Now, a lot of people are saying either this is good to save his arm or this is horrible because it will limit his value. Closers do tend to grow on trees. Yes, that’s the narrative. But they don’t really. At least not good ones. It has been well documented that at least half of the 30 closers to start the season as such have lost their jobs due to injury or to bad performance. But the elite ones – Craig Kimbrel, John Axford, and others are fine.

Neftali Feliz is an elite closer. Since 1990 (to limit to the current closer usage), Feliz is fifth in saves through age-24. (Sixth if you count Gregg Olson who was a modern closer but started his career prior to 1990). But, Feliz is unique in that group. Huston Street, Chad Cordero and Olson never started a game in the minors prior to their Major League debut. They were drafted and brought up as relievers. Byung-Hyun Kim started 10 of his 47 minor league games and went back to starting after he couldn’t close anymore. Turned out he actually couldn’t really pitch anymore. The top person on that list is Francisco Rodriguez. What’s interesting about Rodriguez is that he actually started the closest percentage of games next to Feliz in that list. Rodriguez started 42/96 minor league games but the Angels made him a reliever in the minors. He didn’t start in his last 50 minor league games and famously came up in 2002 and was the heir to Troy Percival’s throne. Feliz started 54/80 minor league games, but only 13 of his last 25 in AAA in 2009. The Rangers made him a reliever then and he came up in 2010 and became the team’s closer.

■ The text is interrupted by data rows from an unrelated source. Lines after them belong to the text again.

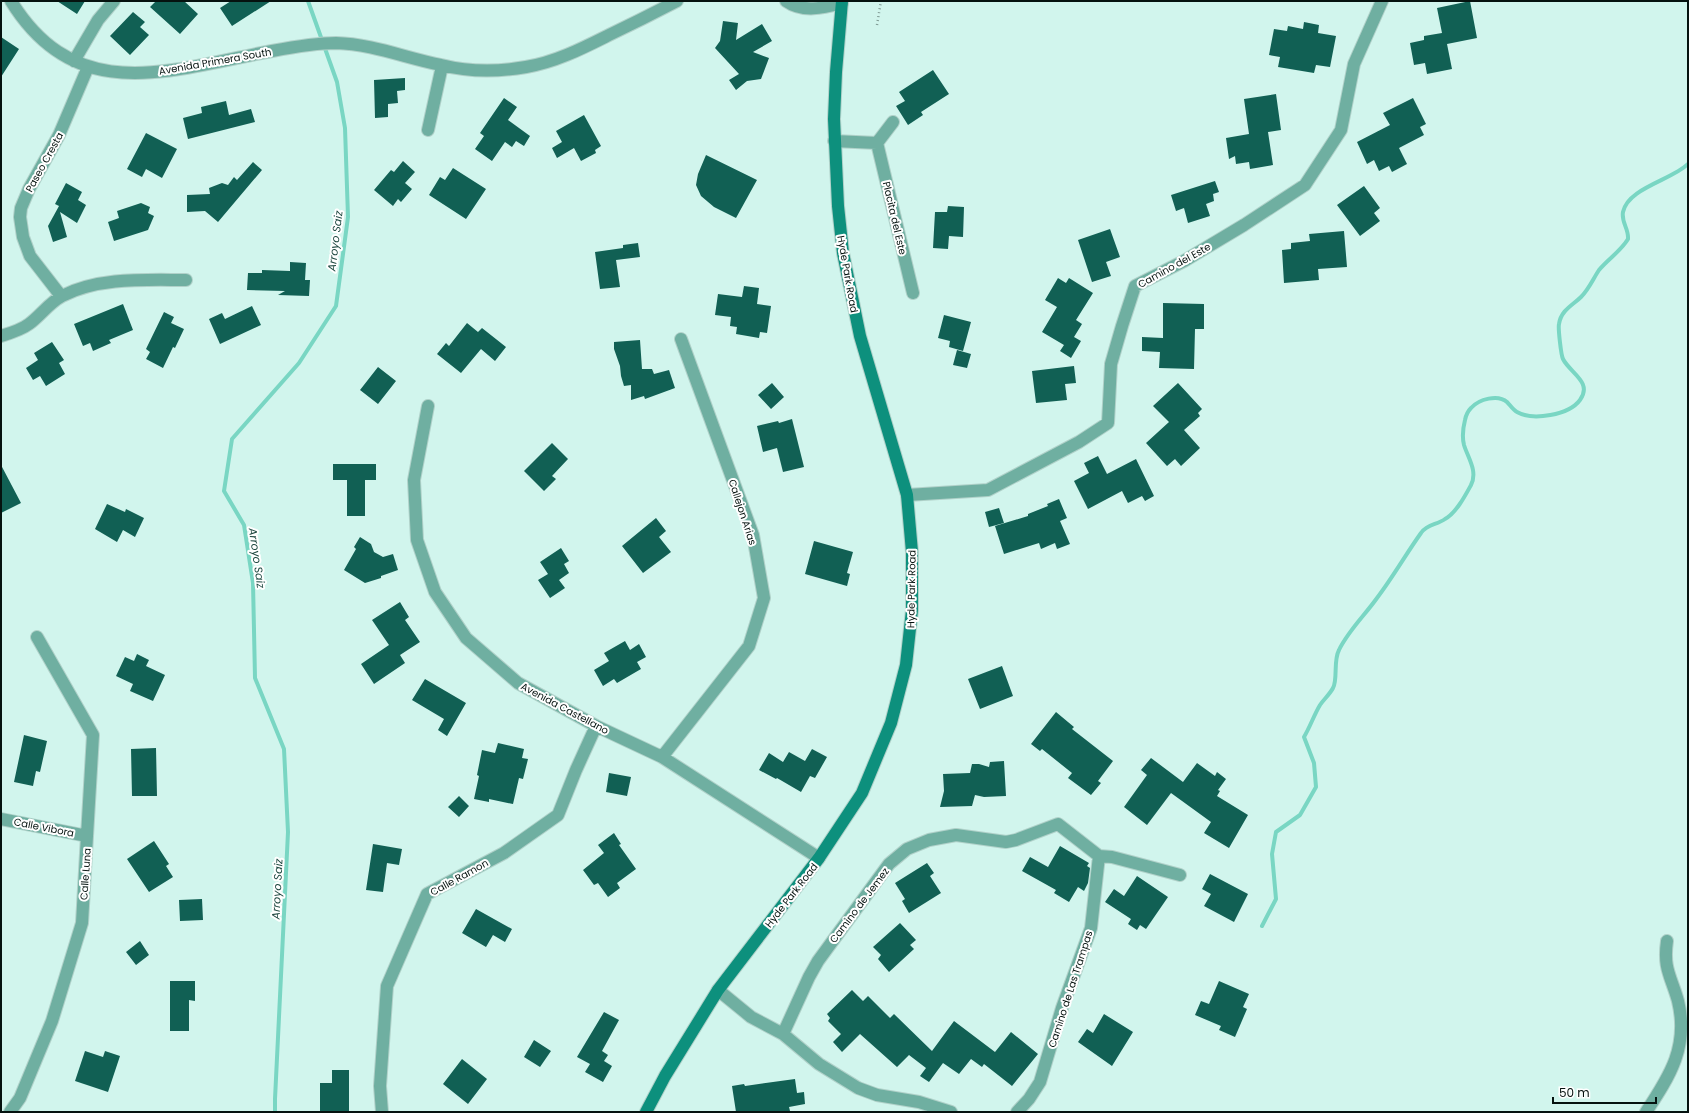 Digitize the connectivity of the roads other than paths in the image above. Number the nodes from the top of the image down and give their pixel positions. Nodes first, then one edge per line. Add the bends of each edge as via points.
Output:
1 (11, 1) edge
2 (114, 1) edge
3 (677, 1) edge
4 (786, 1) edge
5 (1382, 1) edge
6 (841, 2) edge
7 (661, 5) edge
8 (74, 61) junction
9 (442, 66) junction
10 (88, 67) junction
11 (893, 122) dead end
12 (428, 130) dead end
13 (834, 141) junction
14 (877, 143) junction
15 (186, 280) dead end
16 (913, 293) dead end
17 (61, 296) junction
18 (1, 336) edge
19 (681, 339) dead end
20 (428, 406) dead end
21 (907, 495) junction
22 (37, 637) dead end
23 (596, 726) junction
24 (662, 756) junction
25 (1, 818) edge
26 (88, 836) junction
27 (1099, 856) junction
28 (819, 858) junction
29 (1180, 875) dead end
30 (1667, 941) dead end
31 (718, 990) junction
32 (782, 1034) junction
33 (10, 1112) edge
34 (382, 1112) edge
35 (646, 1112) edge
36 (951, 1112) edge
37 (1017, 1112) edge
38 (1646, 1112) edge

1 - 8 street, Avenida Primera South via 38,35
2 - 8 street via 98,20
3 - 7 street, Avenida Primera South
4 - 6 street via 810,9
5 - 21 street, Camino del Este via 1354,64 1341,130 1305,185 1184,261 1135,286 1111,364 1108,423 1079,442 988,490
6 - 13 main road, Hyde Park Road
7 - 9 street, Avenida Primera South via 573,53 537,65 491,70
8 - 10 street, Avenida Primera South
9 - 10 street, Avenida Primera South via 369,47 334,43 296,46 143,74 110,72
9 - 12 street
10 - 17 street, Paseo Cresta via 59,135 21,208 21,226 28,251
11 - 14 street
13 - 14 street
13 - 21 main road, Hyde Park Road via 840,230 853,308 867,364
14 - 16 street, Placita del Este
15 - 17 street via 109,283 75,290
17 - 18 street via 22,328
19 - 24 street, Callejon Arias via 753,535 764,598 749,646
20 - 23 street, Avenida Castellano via 414,480 417,540 435,592 466,638 518,683
21 - 28 main road, Hyde Park Road via 912,552 912,610 906,665 891,723 862,793
22 - 26 street, Calle Luna via 93,735
23 - 24 street, Avenida Castellano
23 - 34 street, Calle Ramon via 558,815 504,853 427,894 387,986 380,1086
24 - 28 street, Avenida Castellano
25 - 26 street, Calle Vibora
26 - 33 street, Calle Luna via 82,923 52,1020 20,1098
27 - 29 street, Camino de Jemez
27 - 32 street, Camino de Jemez via 1058,824 1006,842 956,835 929,840 907,849 889,864 818,961
27 - 37 street, Camino de Las Trampas via 1091,928 1062,1008 1040,1082
28 - 31 main road, Hyde Park Road
30 - 38 street via 1667,972 1678,1003 1682,1034 1673,1068
31 - 32 street via 751,1017
31 - 35 main road, Hyde Park Road
32 - 36 street via 819,1064 858,1088 877,1095 919,1102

So, the track record around Feliz on this list is not too impressive. Kim and Cordero retired before young major leaguers usually should retire. Olson dealt with injuries. Street and Rodriguez both have pretty solid careers but are at different stages.

The fact is, Feliz is more useful healthy as reliever than injured as a starter. It will never be known whether Feliz’s injury is because he has been a starter. But the fact is, he was only on the disabled list once before, April of last year, with shoulder inflammation (this time it is elbow inflammation or a strain). If the Rangers can limit Feliz’s injury by having him as a reliever, why not. Come playoff time, he may not have even been in the playoff rotation anyways.

So, Oswalt is probably going to be more reliable than Feliz has been, and the Rangers still have Feliz. He may be worth less as a reliever, but he can be just as important.